From looking at a similar article to this, it seems that colorectal cancers have seen the single biggest increase, so you'd be inclined to think diet, but then I wonder if it's a particular new additive or ingredient or if it's simply general diet quality, sugar, lack of fiber, obesity, that sort of thing.

[-] modeler@lemmy.world 8 points 11 months ago

Research presented by Zoe (that's a team that includes 2 well known nutritional scientists) says that the quantity of ulta processed food in US and UK diets has been steadily increasing since the 80s. So we should not exclude that possibility.
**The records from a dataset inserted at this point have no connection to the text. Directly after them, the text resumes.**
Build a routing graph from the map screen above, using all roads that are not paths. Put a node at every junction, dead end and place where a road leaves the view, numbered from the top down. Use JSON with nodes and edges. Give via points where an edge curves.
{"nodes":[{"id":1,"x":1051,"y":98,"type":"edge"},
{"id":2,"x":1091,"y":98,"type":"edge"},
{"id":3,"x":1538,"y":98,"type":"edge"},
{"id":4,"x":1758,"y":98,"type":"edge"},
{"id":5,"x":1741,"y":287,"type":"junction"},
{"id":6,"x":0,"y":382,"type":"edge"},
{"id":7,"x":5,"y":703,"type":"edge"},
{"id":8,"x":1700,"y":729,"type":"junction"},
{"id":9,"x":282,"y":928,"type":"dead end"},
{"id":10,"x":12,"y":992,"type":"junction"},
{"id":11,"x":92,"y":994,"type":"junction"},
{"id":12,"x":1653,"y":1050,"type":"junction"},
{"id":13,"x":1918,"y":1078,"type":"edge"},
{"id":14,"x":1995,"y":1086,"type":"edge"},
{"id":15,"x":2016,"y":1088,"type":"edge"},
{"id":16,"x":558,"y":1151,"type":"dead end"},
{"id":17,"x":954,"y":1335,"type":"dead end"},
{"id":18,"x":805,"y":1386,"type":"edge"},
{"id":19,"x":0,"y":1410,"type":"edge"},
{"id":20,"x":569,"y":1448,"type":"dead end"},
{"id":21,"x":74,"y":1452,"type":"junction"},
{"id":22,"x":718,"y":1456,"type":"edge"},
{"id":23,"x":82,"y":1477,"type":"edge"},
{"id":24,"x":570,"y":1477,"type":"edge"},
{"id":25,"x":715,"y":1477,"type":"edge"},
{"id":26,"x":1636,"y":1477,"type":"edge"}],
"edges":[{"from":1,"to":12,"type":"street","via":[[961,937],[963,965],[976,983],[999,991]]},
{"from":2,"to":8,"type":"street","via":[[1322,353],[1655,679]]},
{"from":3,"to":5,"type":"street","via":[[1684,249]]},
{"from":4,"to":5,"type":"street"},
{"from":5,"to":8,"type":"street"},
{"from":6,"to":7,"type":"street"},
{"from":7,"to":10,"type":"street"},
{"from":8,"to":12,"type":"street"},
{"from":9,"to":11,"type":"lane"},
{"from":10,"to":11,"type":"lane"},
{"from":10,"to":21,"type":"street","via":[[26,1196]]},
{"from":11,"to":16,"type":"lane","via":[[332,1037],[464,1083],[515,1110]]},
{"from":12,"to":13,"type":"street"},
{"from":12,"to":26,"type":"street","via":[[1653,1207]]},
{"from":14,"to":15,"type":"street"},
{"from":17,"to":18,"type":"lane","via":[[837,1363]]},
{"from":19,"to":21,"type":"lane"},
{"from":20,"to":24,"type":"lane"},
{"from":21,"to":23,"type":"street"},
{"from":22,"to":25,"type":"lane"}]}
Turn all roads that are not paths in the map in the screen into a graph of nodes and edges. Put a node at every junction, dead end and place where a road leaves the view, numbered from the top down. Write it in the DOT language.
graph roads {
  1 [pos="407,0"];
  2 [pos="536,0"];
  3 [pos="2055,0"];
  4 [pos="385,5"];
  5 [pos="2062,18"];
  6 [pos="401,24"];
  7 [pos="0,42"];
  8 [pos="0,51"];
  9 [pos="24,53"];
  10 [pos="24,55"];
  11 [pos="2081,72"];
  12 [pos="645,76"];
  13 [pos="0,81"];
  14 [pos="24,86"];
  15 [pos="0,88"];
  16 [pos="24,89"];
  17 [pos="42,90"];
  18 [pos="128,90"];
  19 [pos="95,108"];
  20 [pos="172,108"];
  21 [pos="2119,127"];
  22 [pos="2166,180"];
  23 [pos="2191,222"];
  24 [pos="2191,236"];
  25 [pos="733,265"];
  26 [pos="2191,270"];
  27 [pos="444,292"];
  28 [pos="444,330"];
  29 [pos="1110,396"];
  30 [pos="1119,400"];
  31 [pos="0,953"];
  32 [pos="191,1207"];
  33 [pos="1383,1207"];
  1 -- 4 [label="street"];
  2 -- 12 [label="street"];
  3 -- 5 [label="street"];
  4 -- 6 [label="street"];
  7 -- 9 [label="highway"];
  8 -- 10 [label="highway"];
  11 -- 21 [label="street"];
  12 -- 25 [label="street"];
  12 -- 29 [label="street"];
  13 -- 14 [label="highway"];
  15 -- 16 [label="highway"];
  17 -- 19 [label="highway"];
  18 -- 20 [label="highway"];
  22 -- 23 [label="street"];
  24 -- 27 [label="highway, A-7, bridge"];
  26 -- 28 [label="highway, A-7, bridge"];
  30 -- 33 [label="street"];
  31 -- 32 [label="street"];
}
[-] MTK@lemmy.world 1 points 11 months ago

The fact that this is a generation that had all of these from birth might be why as well

[-] piecat@lemmy.world 1 points 11 months ago

The ultra-processed food of yesterday had bad things like trans-fats. That caused issues like congestive heart failure.

They replaced it with sugar to make food taste good, in the 90s.

Cancer cells love sugar, it's why we use glucose in PET scans. They grab all the sugar for energy to fuel the unsustainable growth. Then the tumors light up on a scan.